Tuesday, February 5, 2008

In honor of Fat Tuesday...

I present to you our slightly washed-out-looking chili dog dinner.

"Still Life with Chili", c. 2008

Happy Mardi Gras! Fasching! Carnival! Pancake Day! Shrove Tuesday! Super Tuesday! (Let me know if I've missed anything.)

Monday, February 4, 2008

What to do with lemons

We were stuck inside with chest colds this weekend, so I spent a lot of time cooking and contemplating my sour blogging mood. I'm not sure I came to any any real conclusions, but I found a nice recipe for olive oil cake.

Fragrant Olive Oil Cake with Fresh Thyme

1 1/2 cups all-purpose flour
2 teaspoons baking powder
1/4 + 1/8 teaspoon salt
2 large eggs
1 teaspoon each grated orange and lemon zests
1-1 1/2 teaspoons chopped fresh thyme
1 cup granulated sugar
1/2 cup buttermilk
1/2 cup extra virgin olive oil

Preheat oven to 350 degrees. Butter and flour a 9-inch round cake pan. Sift together flour, baking powder, and salt. Beat eggs, zests, thyme, and sugar until light and frothy. Whisk in the flour mixture until almost incorporated, then whisk in buttermilk and olive oil. Pour the batter into the prepared pan and bake until a skewer inserted in the center comes out clean, about 45 minutes. Cool the cake on a rack for 5 minutes, then invert to cool completely. Top with confectioners' sugar.

Friday, February 1, 2008

Accidenti! A stroll around The Internet reveals Swiss Ms. is not actually very clever at all

Blogging is admittedly a weird phenomenon.
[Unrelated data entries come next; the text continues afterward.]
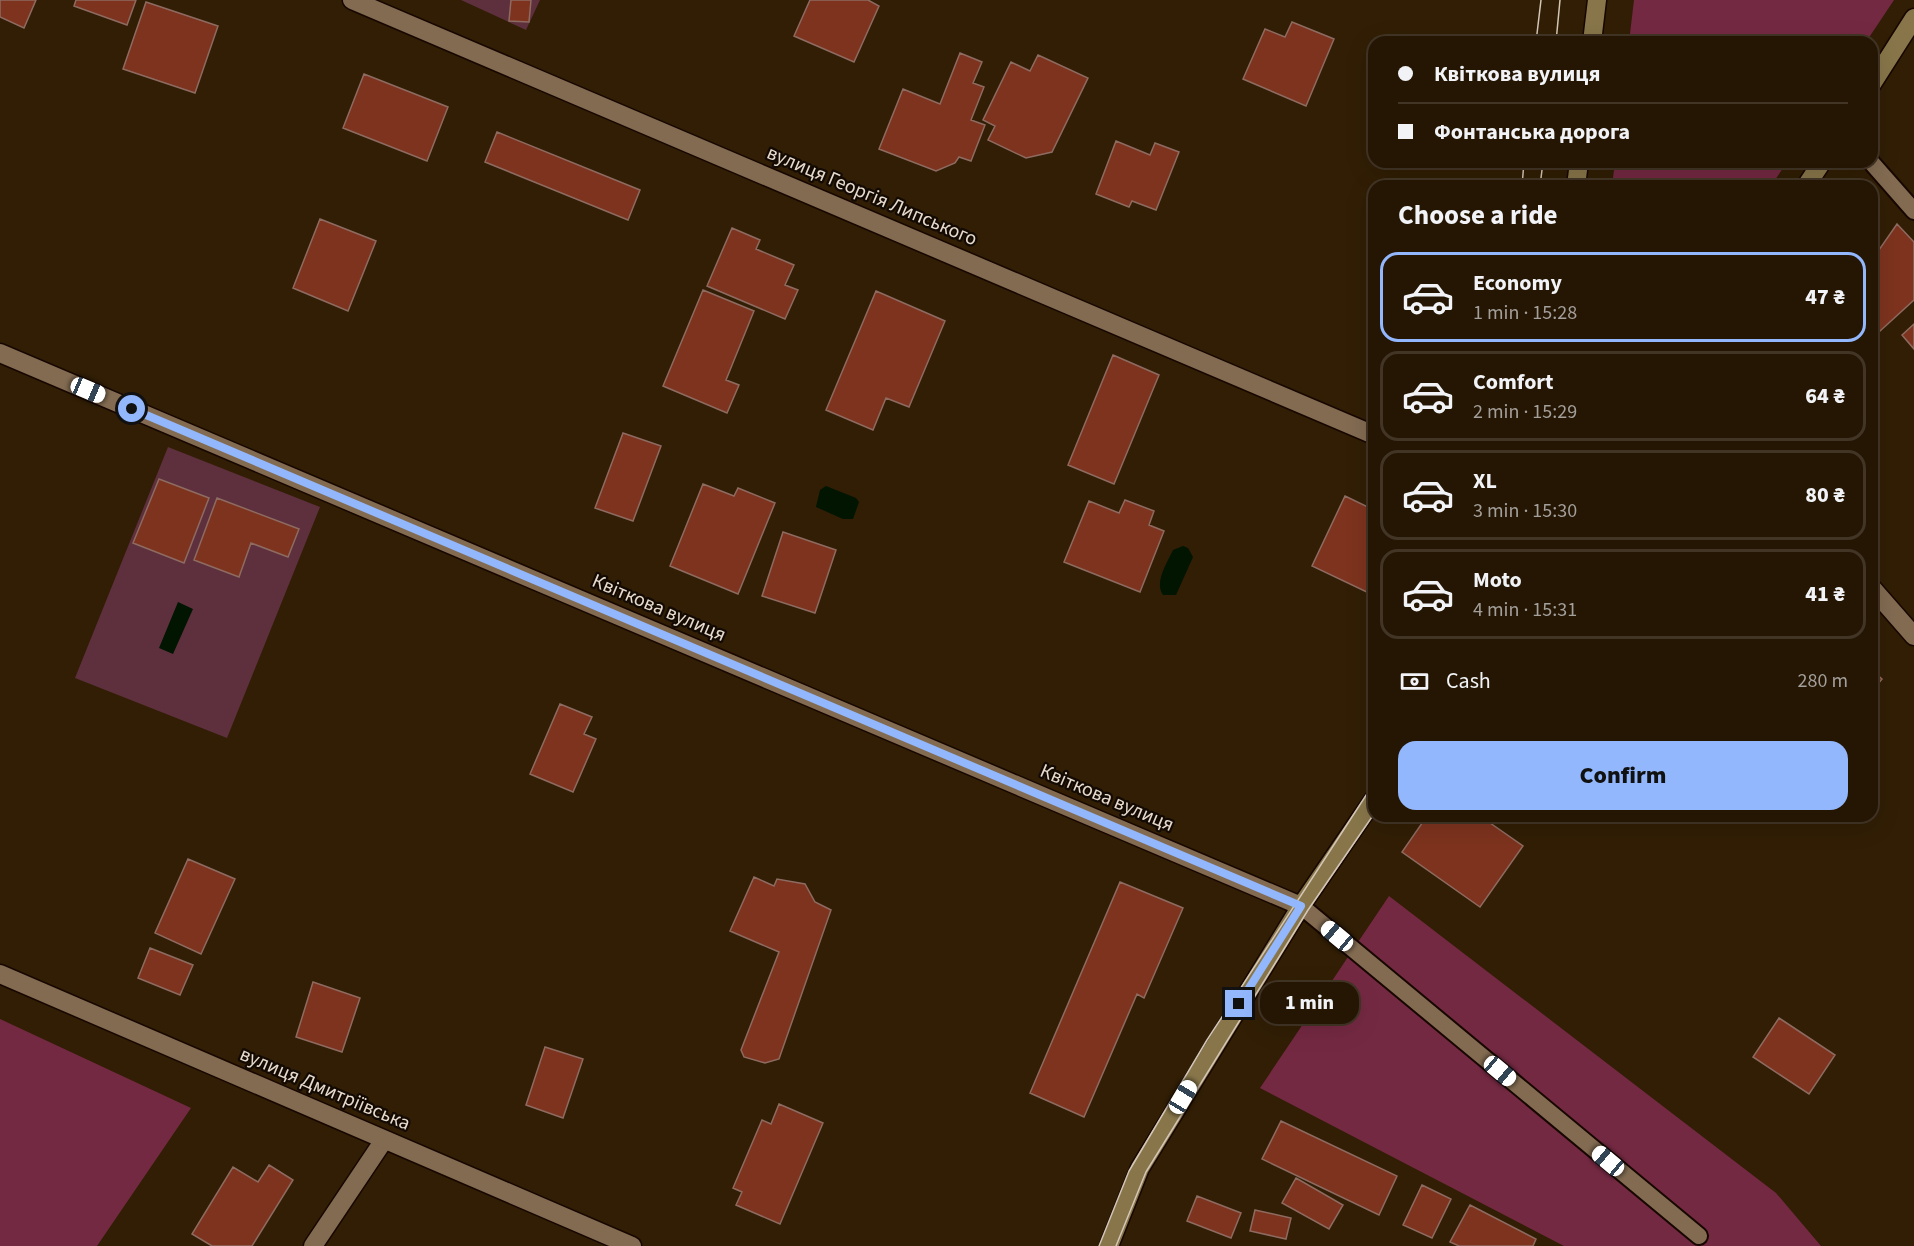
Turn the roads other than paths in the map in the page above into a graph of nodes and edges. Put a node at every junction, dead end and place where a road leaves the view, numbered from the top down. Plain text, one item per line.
1 (352, 0) edge
2 (1597, 0) edge
3 (1914, 18) edge
4 (1593, 36) edge
5 (1878, 75) edge
6 (1877, 168) edge
7 (1914, 211) edge
8 (0, 353) edge
9 (1368, 432) edge
10 (1878, 595) edge
11 (1914, 636) edge
12 (1368, 808) edge
13 (1301, 906) junction
14 (0, 974) edge
15 (384, 1140) junction
16 (1699, 1236) dead end
17 (313, 1246) edge
18 (632, 1246) edge
19 (1109, 1246) edge

1 - 9 street, вулиця Георгія Липського
2 - 4 main road
3 - 5 main road
6 - 7 lane
8 - 13 street, Квіткова вулиця
10 - 11 street
12 - 13 main road
13 - 16 lane
13 - 19 main road
14 - 15 street, вулиця Дмитріївська
15 - 17 street
15 - 18 street, вулиця Дмитріївська

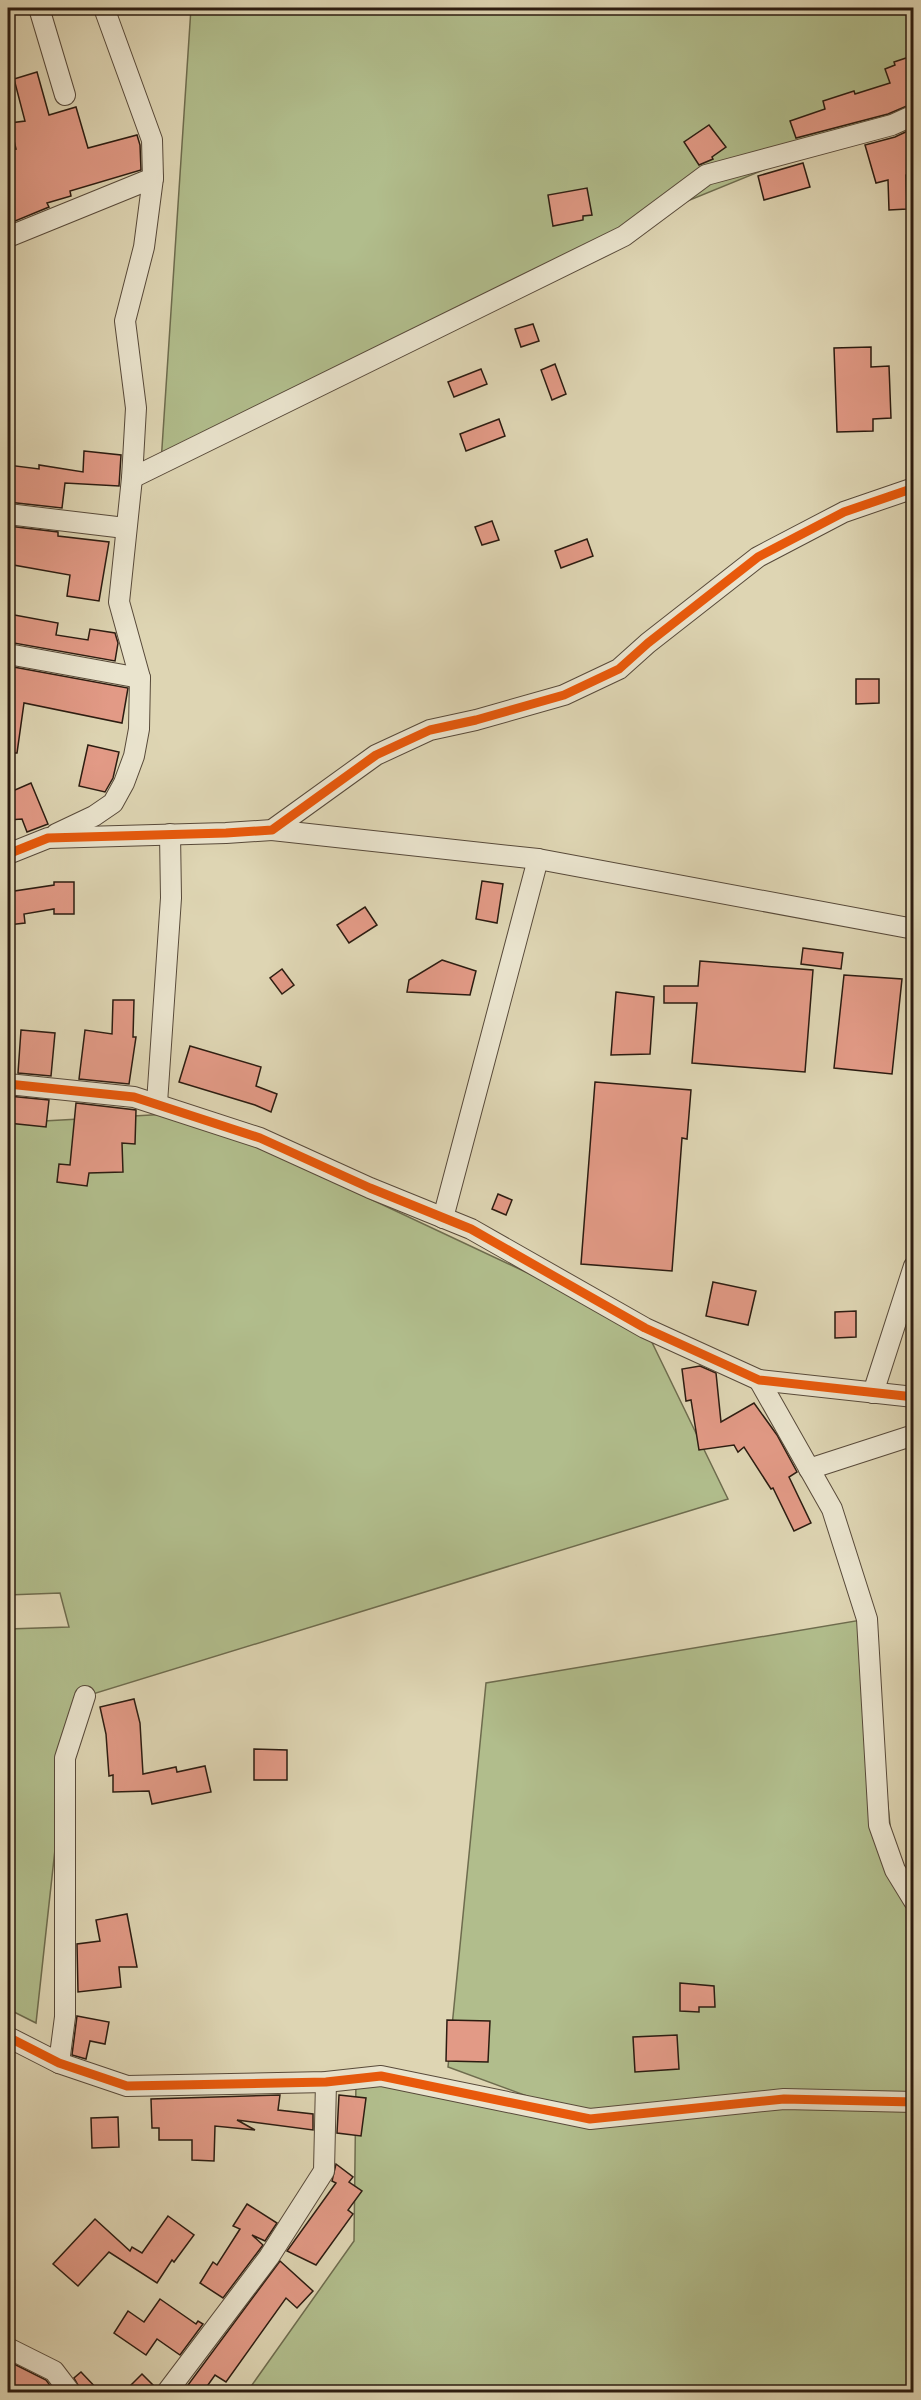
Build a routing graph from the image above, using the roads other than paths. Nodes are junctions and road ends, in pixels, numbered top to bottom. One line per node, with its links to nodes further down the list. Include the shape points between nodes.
1 (39, 8): 3 (street)
2 (104, 8): 5 (street, via 152,140)
3 (65, 95)
4 (914, 114): 7 (street, via 892,125 706,176 624,236)
5 (153, 178): 6 (street); 7 (street, via 144,248 125,321 136,408)
6 (8, 237)
7 (132, 478): 10 (street)
8 (914, 488): 13 (street, via 844,512 758,557 618,669 564,695 430,730 376,755)
9 (8, 514): 10 (street)
10 (125, 528): 12 (street, via 119,602)
11 (8, 654): 12 (street)
12 (140, 678): 15 (street, via 134,756 113,803)
13 (272, 830): 14 (street); 17 (street)
14 (170, 834): 15 (street); 20 (street, via 171,898)
15 (48, 838): 16 (street)
16 (8, 854)
17 (538, 860): 18 (street); 21 (street)
18 (914, 929)
19 (8, 1084): 20 (street, via 134,1097)
20 (157, 1103): 21 (street, via 260,1138)
21 (443, 1218): 23 (street, via 471,1229 645,1328)
22 (914, 1266): 24 (street)
23 (759, 1380): 24 (street); 27 (street)
24 (873, 1393): 25 (street)
25 (914, 1397)
26 (914, 1435): 27 (street)
27 (809, 1469): 29 (street, via 832,1509 867,1619 879,1825 895,1870)
28 (86, 1695): 31 (street, via 65,1758 65,2017)
29 (914, 1901)
30 (8, 2037): 31 (street)
31 (59, 2063): 32 (street, via 128,2086)
32 (326, 2082): 33 (street, via 381,2076 590,2120 784,2099); 36 (street, via 324,2170 269,2257)
33 (914, 2102)
34 (8, 2348): 35 (street, via 54,2371)
35 (70, 2392)
36 (167, 2392)

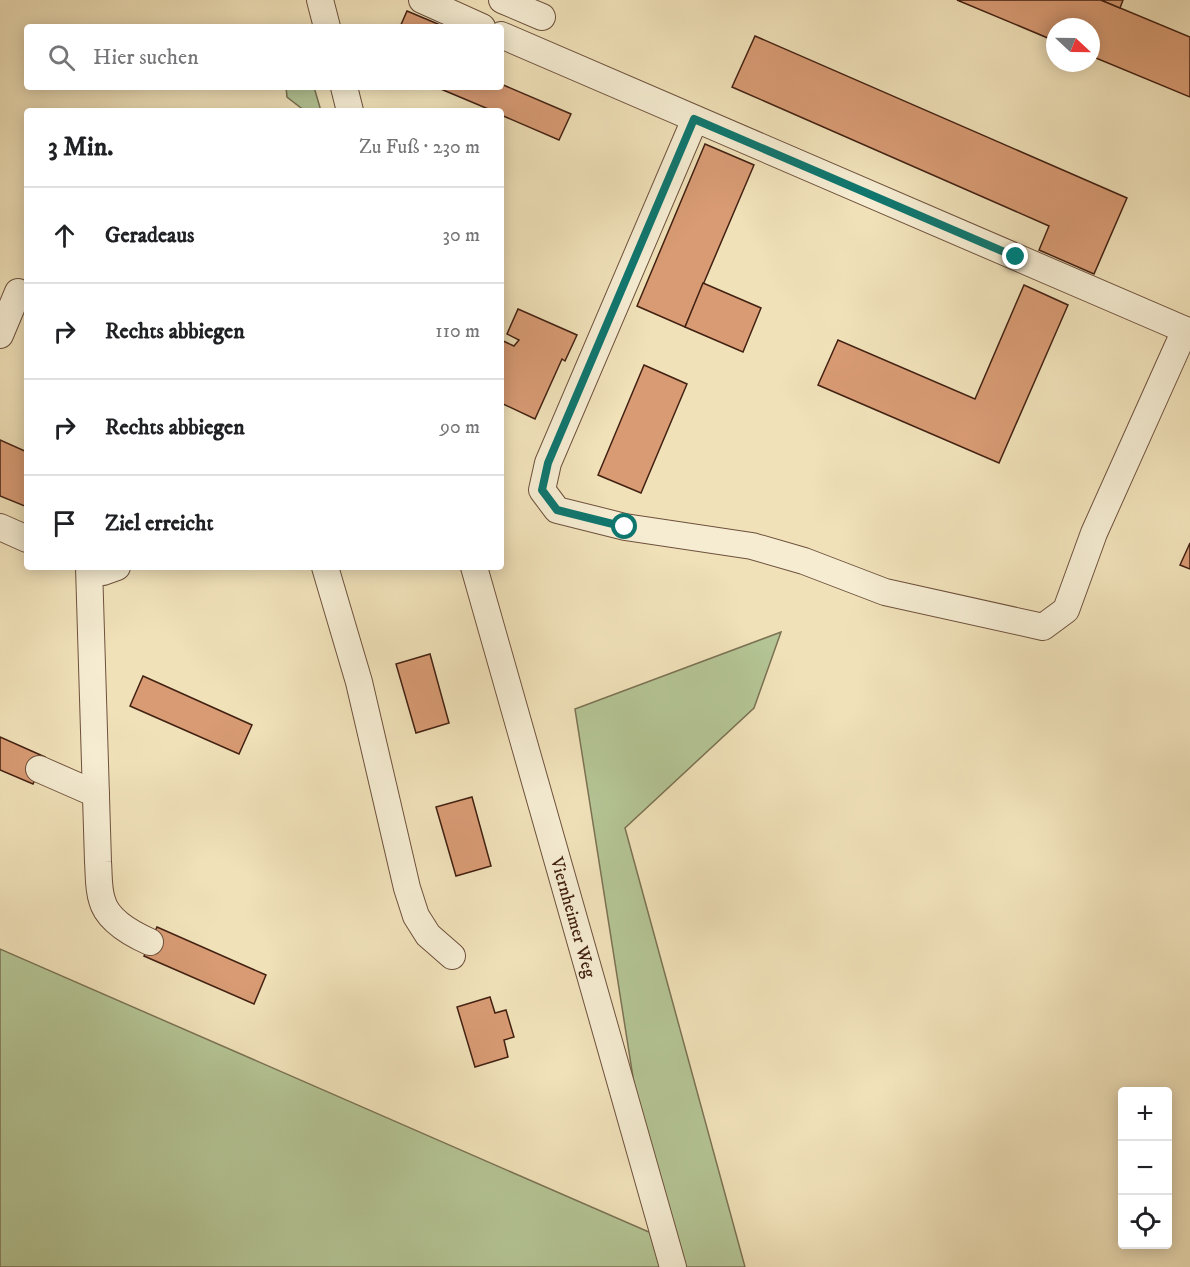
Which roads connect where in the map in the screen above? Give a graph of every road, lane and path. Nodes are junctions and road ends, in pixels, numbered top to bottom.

Although I am generally a big fan of technology in theory, I find that there are certain technological things for which I have limited patience. Among these are: small home appliances, digital photos, online accounts, tv remotes, cords, camera accessories, computer updates, and music players.  Oh, and printers. What I mean by "limited patience" is that, once (or if) the extreme amount of activation energy required to start using one of these things is obtained, the working relationship established is fragile at best; it takes very little for me to stop using it and/or throw it across the room. (I think this is the definition of volatile.)  But, to the point, until I stumbled upon this special trove of additional free time in my life, blogs used to be on this list. 

I still can't say that I am sure what I am doing is of any more value than passing notes in class, but I can say that I now get the fascination with blogs. Once you start peering into other people's lives, you start seeing yourself there, if only in the most remote way.  And it's a step toward recording the cultural history that most people generally agree has been lost along the way in our official histories (the inane content notwithstanding). For as much heat as Wikipedia takes, it has done something similar, something important. But more on my fascination with the idea of Wikipedia another time.  Back to the matter at hand.  

So recently I noticed a considerable number of blogs I had come by have "adventure" somewhere in or near their title.  Which led me to search for "Swiss adventure," and to realize that this little Swiss Ms. is just one among many.  

There's the famous Swiss Miss who is a real designer I probably should have known about before I started this blog and there's the Not-So-Swiss-Miss and the Un-Swiss Miss and SwissMissNOT! (are you detecting a trend?).  I won't even go into the number of college students who have blogs about their adventures abroad (even in Lugano) or of expatriated families having every kind of adventure. (Maybe someone should write something about cultural identity and social performance in the travel writing of Americans. Hmm....)

So I'm having some blogger identity problems. One of the downsides, I suppose, to open source cultural history. Perhaps I shall crawl back into the black hole of technological ignorance whence I came. I think it's the most dignified solution.